Cameras, iPods need to talk to each other
Your portable music player and digital camera are about to get a lot more friendly with each other.
There are already plenty of MP3 players on the market, including Apple Computer's iPod Photo, that can show digital photos while playing music. But soon, we are likely to see music devices that can download and display pictures directly, without using a computer as a go-between.
That's what Gary Johnson, the CEO of PortalPlayer, says. His company makes the chip for the iPod and several other hard drive-based music players. Johnson was careful not to say whether it will be Apple's player that does this, though. An Apple representative declined to comment.

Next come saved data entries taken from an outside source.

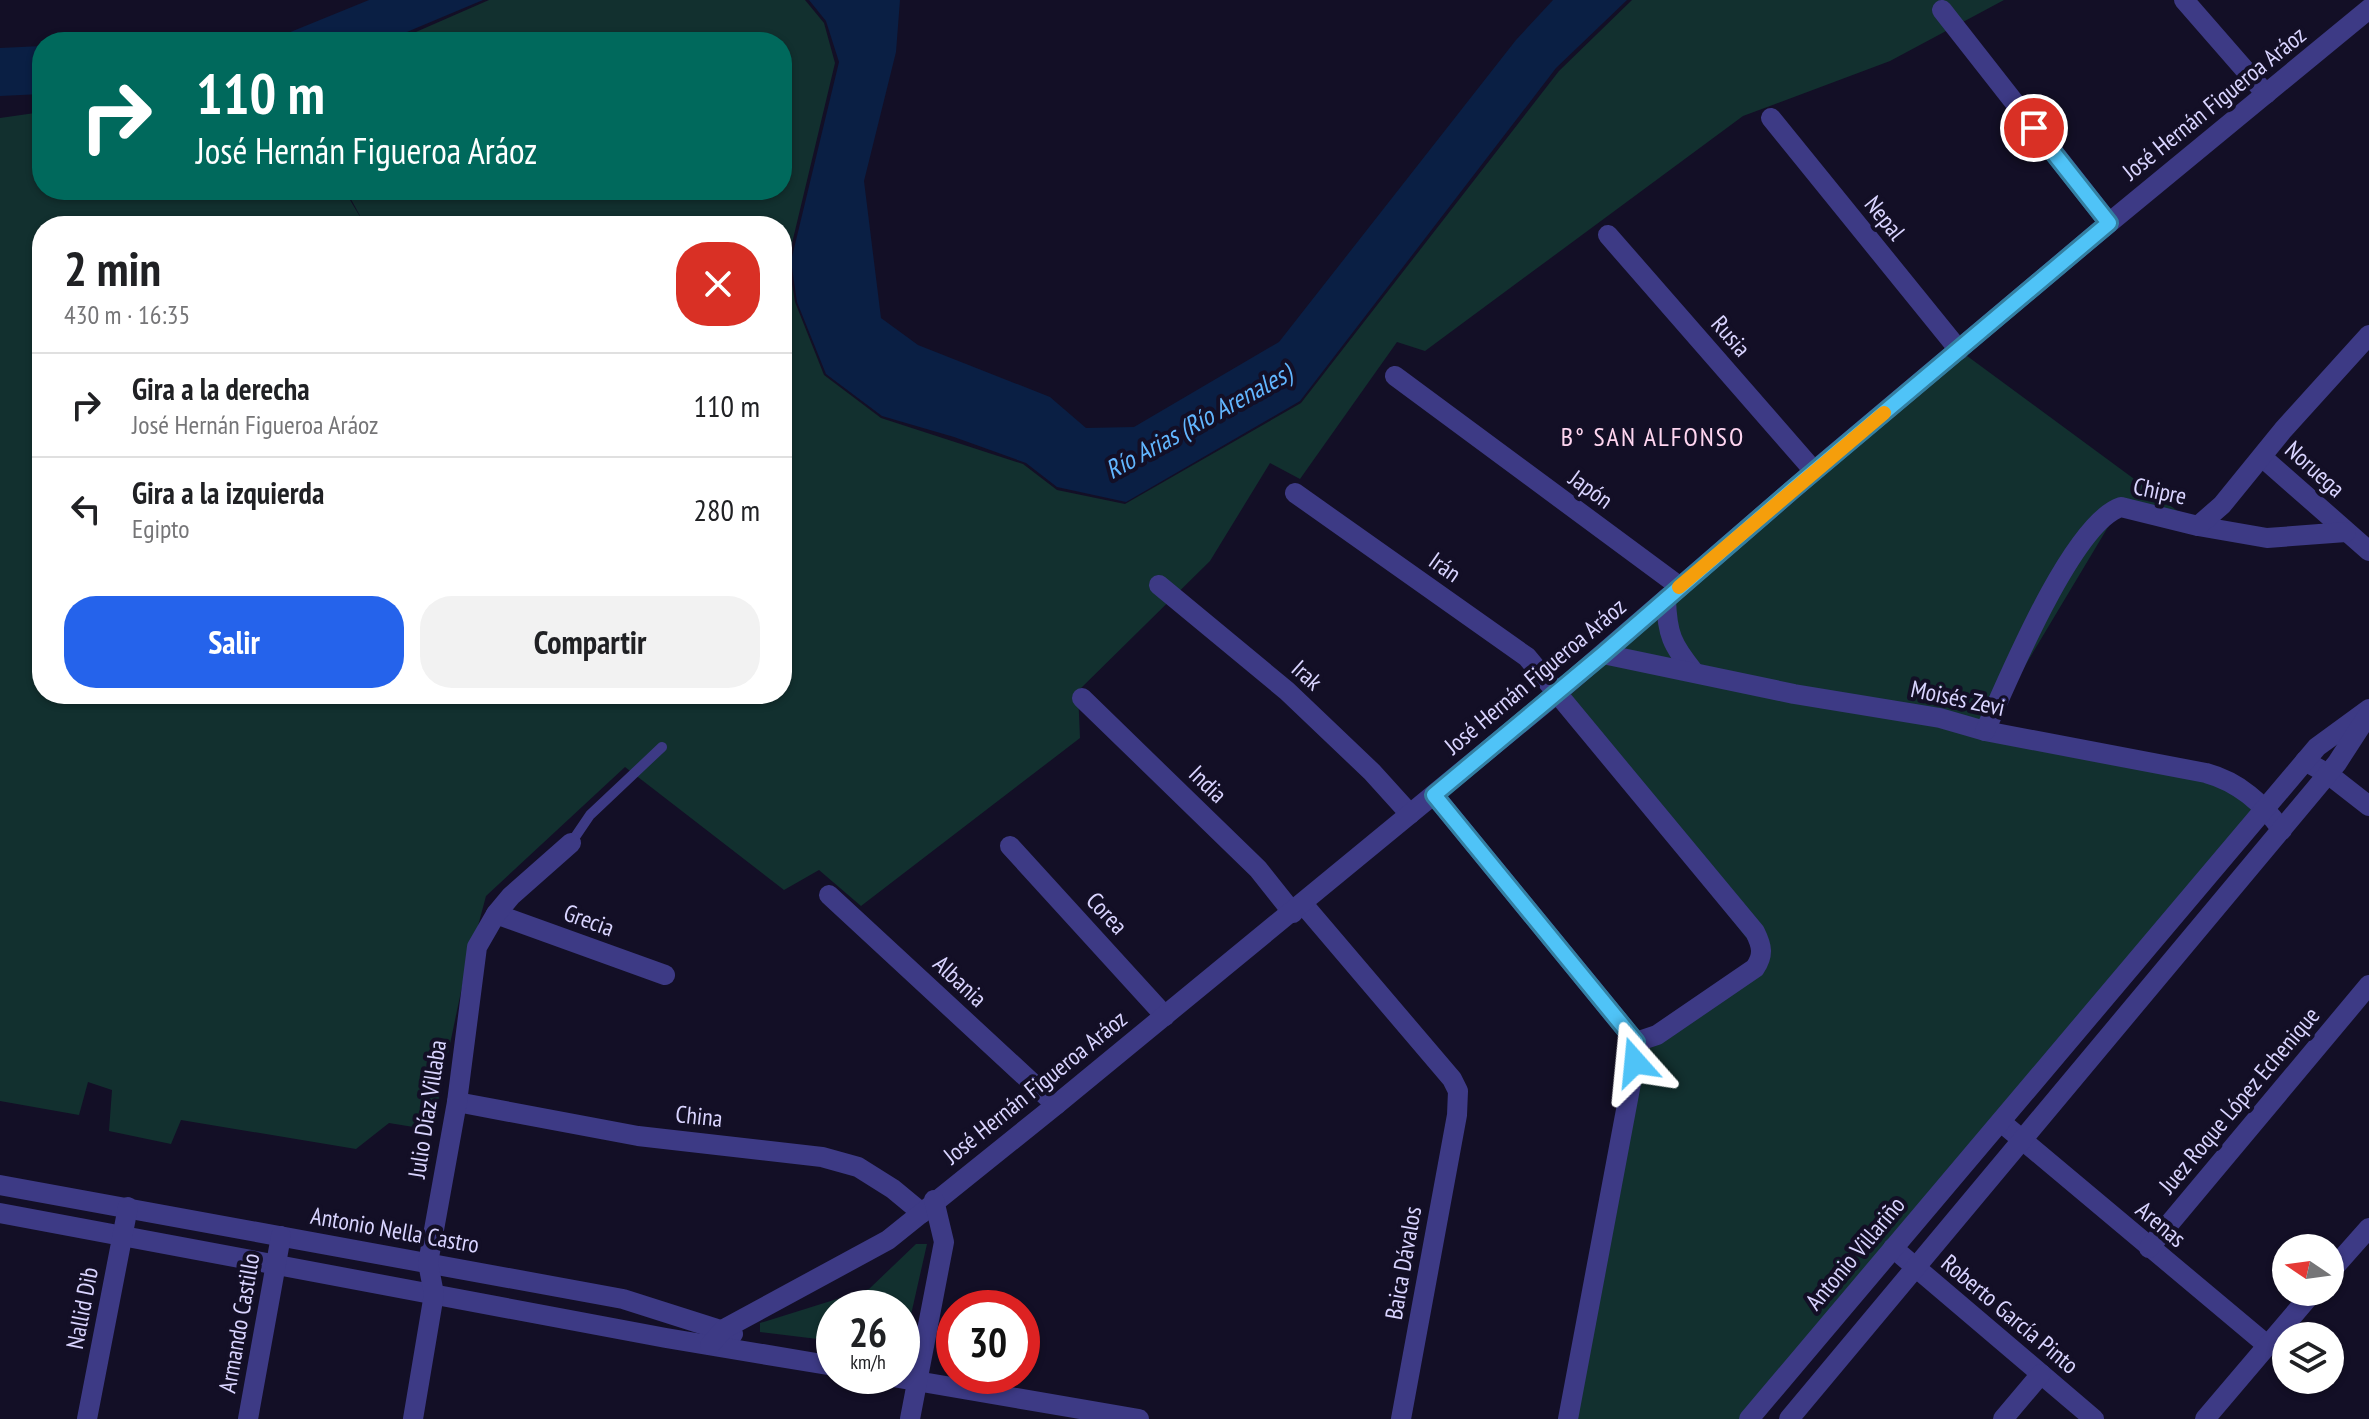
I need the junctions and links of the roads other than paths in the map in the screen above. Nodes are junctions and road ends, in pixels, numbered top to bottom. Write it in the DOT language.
graph roads {
  1 [pos="2184,0"];
  2 [pos="2369,9"];
  3 [pos="1942,10"];
  4 [pos="2266,94"];
  5 [pos="1771,118"];
  6 [pos="2109,223"];
  7 [pos="1608,235"];
  8 [pos="2369,335"];
  9 [pos="1959,350"];
  10 [pos="1395,376"];
  11 [pos="2262,457"];
  12 [pos="1814,471"];
  13 [pos="1295,493"];
  14 [pos="2198,526"];
  15 [pos="2346,532"];
  16 [pos="2369,551"];
  17 [pos="1159,585"];
  18 [pos="1672,593"];
  19 [pos="1603,654"];
  20 [pos="1694,672"];
  21 [pos="1556,694"];
  22 [pos="1082,698"];
  23 [pos="2369,711"];
  24 [pos="1985,731"];
  25 [pos="662,747"];
  26 [pos="2305,761"];
  27 [pos="2328,774"];
  28 [pos="1434,795"];
  29 [pos="2369,806"];
  30 [pos="2265,808"];
  31 [pos="1410,814"];
  32 [pos="2282,830"];
  33 [pos="571,843"];
  34 [pos="1010,846"];
  35 [pos="829,895"];
  36 [pos="1298,908"];
  37 [pos="496,914"];
  38 [pos="665,975"];
  39 [pos="2369,985"];
  40 [pos="1165,1016"];
  41 [pos="1636,1042"];
  42 [pos="457,1102"];
  43 [pos="1056,1105"];
  44 [pos="1457,1115"];
  45 [pos="2001,1122"];
  46 [pos="2023,1142"];
  47 [pos="0,1185"];
  48 [pos="128,1207"];
  49 [pos="928,1207"];
  50 [pos="0,1213"];
  51 [pos="2369,1228"];
  52 [pos="122,1236"];
  53 [pos="281,1236"];
  54 [pos="1893,1248"];
  55 [pos="2149,1248"];
  56 [pos="2344,1256"];
  57 [pos="428,1263"];
  58 [pos="276,1266"];
  59 [pos="1917,1269"];
  60 [pos="434,1294"];
  61 [pos="2301,1306"];
  62 [pos="724,1329"];
  63 [pos="710,1345"];
  64 [pos="2267,1345"];
  65 [pos="772,1354"];
  66 [pos="816,1363"];
  67 [pos="920,1366"];
  68 [pos="2041,1374"];
  69 [pos="920,1382"];
  70 [pos="915,1394"];
  71 [pos="87,1419"];
  72 [pos="248,1419"];
  73 [pos="413,1419"];
  74 [pos="910,1419"];
  75 [pos="1139,1419"];
  76 [pos="1401,1419"];
  77 [pos="1568,1419"];
  78 [pos="1749,1419"];
  79 [pos="1789,1419"];
  80 [pos="2003,1419"];
  81 [pos="2094,1419"];
  82 [pos="2205,1419"];
  1 -- 4 [label="street"];
  2 -- 4 [label="street, José Hernán Figueroa Aráoz"];
  3 -- 6 [label="street"];
  4 -- 6 [label="street, José Hernán Figueroa Aráoz"];
  5 -- 9 [label="street, Nepal"];
  6 -- 9 [label="street, José Hernán Figueroa Aráoz"];
  7 -- 12 [label="street, Rusia"];
  8 -- 11 [label="street, Chipre"];
  9 -- 12 [label="street, José Hernán Figueroa Aráoz"];
  10 -- 18 [label="street, Japón"];
  11 -- 14 [label="street, Chipre"];
  11 -- 15 [label="street, Noruega"];
  12 -- 18 [label="street, José Hernán Figueroa Aráoz"];
  13 -- 21 [label="street, Irán"];
  14 -- 15 [label="street"];
  14 -- 24 [label="street, Chipre"];
  15 -- 16 [label="street, Noruega"];
  17 -- 31 [label="street, Irak"];
  18 -- 19 [label="street, José Hernán Figueroa Aráoz"];
  18 -- 20 [label="street"];
  19 -- 20 [label="street, Moisés Zevi"];
  19 -- 21 [label="street, José Hernán Figueroa Aráoz"];
  20 -- 24 [label="street, Moisés Zevi"];
  21 -- 28 [label="street, José Hernán Figueroa Aráoz"];
  21 -- 41 [label="street, Irán"];
  22 -- 36 [label="street, India"];
  23 -- 26 [label="street, Antonio Villariño"];
  23 -- 27 [label="street"];
  24 -- 30 [label="street, Moisés Zevi"];
  25 -- 33 [label="lane"];
  26 -- 27 [label="street"];
  26 -- 30 [label="street, Antonio Villariño"];
  27 -- 29 [label="street"];
  27 -- 32 [label="street"];
  28 -- 31 [label="street, José Hernán Figueroa Aráoz"];
  28 -- 41 [label="street"];
  30 -- 32 [label="street, Moisés Zevi"];
  30 -- 45 [label="street, Antonio Villariño"];
  31 -- 36 [label="street, José Hernán Figueroa Aráoz"];
  32 -- 46 [label="street"];
  33 -- 37 [label="street, Julio Díaz Villaba"];
  34 -- 40 [label="street, Corea"];
  35 -- 43 [label="street, Albania"];
  36 -- 40 [label="street, José Hernán Figueroa Aráoz"];
  36 -- 44 [label="street, India"];
  37 -- 38 [label="street, Grecia"];
  37 -- 42 [label="street, Julio Díaz Villaba"];
  39 -- 55 [label="street, Juez Roque López Echenique"];
  40 -- 43 [label="street, José Hernán Figueroa Aráoz"];
  41 -- 77 [label="street"];
  42 -- 49 [label="street, China"];
  42 -- 57 [label="street, Julio Díaz Villaba"];
  43 -- 49 [label="street, José Hernán Figueroa Aráoz"];
  44 -- 76 [label="street, Baica Dávalos"];
  45 -- 46 [label="street, Arenas"];
  45 -- 54 [label="street, Antonio Villariño"];
  46 -- 55 [label="street, Arenas"];
  46 -- 59 [label="street"];
  47 -- 48 [label="street, Antonio Nella Castro"];
  48 -- 52 [label="street, Nallid Dib"];
  48 -- 53 [label="street, Antonio Nella Castro"];
  49 -- 62 [label="street, José Hernán Figueroa Aráoz"];
  49 -- 67 [label="street"];
  50 -- 52 [label="street, Antonio Nella Castro"];
  51 -- 56 [label="street"];
  52 -- 58 [label="street, Antonio Nella Castro"];
  52 -- 71 [label="street, Nallid Dib"];
  53 -- 57 [label="street, Antonio Nella Castro"];
  53 -- 58 [label="street, Armando Castillo"];
  54 -- 59 [label="street, Roberto García Pinto"];
  54 -- 78 [label="street, Antonio Villariño"];
  55 -- 64 [label="street, Arenas"];
  57 -- 60 [label="street, Julio Díaz Villaba"];
  57 -- 62 [label="street, Antonio Nella Castro"];
  58 -- 60 [label="street, Antonio Nella Castro"];
  58 -- 72 [label="street, Armando Castillo"];
  59 -- 68 [label="street, Roberto García Pinto"];
  59 -- 79 [label="street"];
  60 -- 63 [label="street, Antonio Nella Castro"];
  60 -- 73 [label="street, Julio Díaz Villaba"];
  61 -- 64 [label="street"];
  62 -- 63 [label="street, José Hernán Figueroa Aráoz"];
  62 -- 65 [label="street, Antonio Nella Castro"];
  63 -- 65 [label="street, Antonio Nella Castro"];
  64 -- 82 [label="street"];
  65 -- 66 [label="street, Antonio Nella Castro"];
  68 -- 80 [label="street"];
  68 -- 81 [label="street, Roberto García Pinto"];
  69 -- 75 [label="street"];
  70 -- 74 [label="street"];
}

Johnson said PortalPlayer is also working to make it possible to connect music players to printers.
"It's no good to have a photo if you can't print it," Johnson said in an interview earlier this month.
The big question is how quickly the masses will want such features--and whether they'll pay more for a music player that has a photo side to it. The fact that people can connect an iPod to a digital camera and then connect the iPod to a printer doesn't necessarily mean that they'll want to.
"You have to consider how many people will be comfortable doing that," IDC analyst Susan Kevorkian said. "It certainly could be useful for some segment of customers."
Other companies are looking to bring the photo and MP3 player worlds together through music devices that can take their own pictures--players such as Olympus' M-robe 500i.
Media phones
Cell phones, too, are rapidly adding capabilities to take photos and play music, creating the potential for a single jack-of-all-trades device. While early music-playing phones were on the market some years ago, models with more features and music storage are on the way from the leading makers, including Motorola, Sony Ericsson Mobile Communications and Nokia.
However, the larger market has been for gadgets that do one or two things well and then can communicate easily with other devices. Evidence of that lies in the relatively smaller sales of devices like the Treo and BlackBerry, compared to the success of slightly souped-up cell phones that can exchange data wirelessly with other devices.
Kevorkian said digital photo display capabilities are a natural addition to hard drive-based music players.
"It goes hand in hand with adding a color screen," Kevorkian said. Plus, she said, device makers will be looking for more features to add to fill up the ever-larger hard drives. "Adding digital photos makes a lot of sense as hard-drive capacities continue to grow."
Apple introduced its photo-displaying iPod in October. However, that device can only display photos by connecting to a PC or Mac. Belkin does make a device that attaches to an iPod and allows photos to be stored on the hard drive. However, photos added in that way cannot be displayed on the iPod today without first uploading the pictures to a computer.
Moving pictures
While photo options are one way to beef up a portable player, the other big feature out there is video playback, Kevorkian said. However, such devices, like Archos' new AV4100, still tend to be thought of as a separate category. In general, those devices feature larger screens, making the overall devices considerably bulkier than music-playing devices.
Apple CEO Steve Jobs has been outspoken in criticizing the idea of a video iPod, though the market may grow more interesting to Apple and others if those who make movies and TV shows begin to release more of their content. Apple also criticized the market for flash memory-based MP3 players for some time--and then Apple brought out its flash-based iPod Shuffle last month.
Analysts have said Apple is probably keeping its options open and building the necessary technology to offer a video player, should that market become more interesting and a significant threat to the company's dominant position in the MP3 market.
Indeed, PortalPlayer sees things much the same way. "We did a chip about two years ago that did video," Michael Maia, the company's vice president of sales, said in a December interview. "We didn't see a market for it."
Another feature that many have wanted in the iPod is Bluetooth, a short-range wireless technology. That would allow people to more easily listen to the music on their devices through a car stereo or with wireless headphones. They might also easily share their music with friends' nearby devices. That's also technically feasible, Maia said, but runs the risk of irking music labels unless the music was shared in a way that protects copyrighted files from being duplicated.
"I think it's more of an '06 thing," Maia said. "A lot of people are talking to us about that. "It's really not a technology barrier. It's more of a political barrier."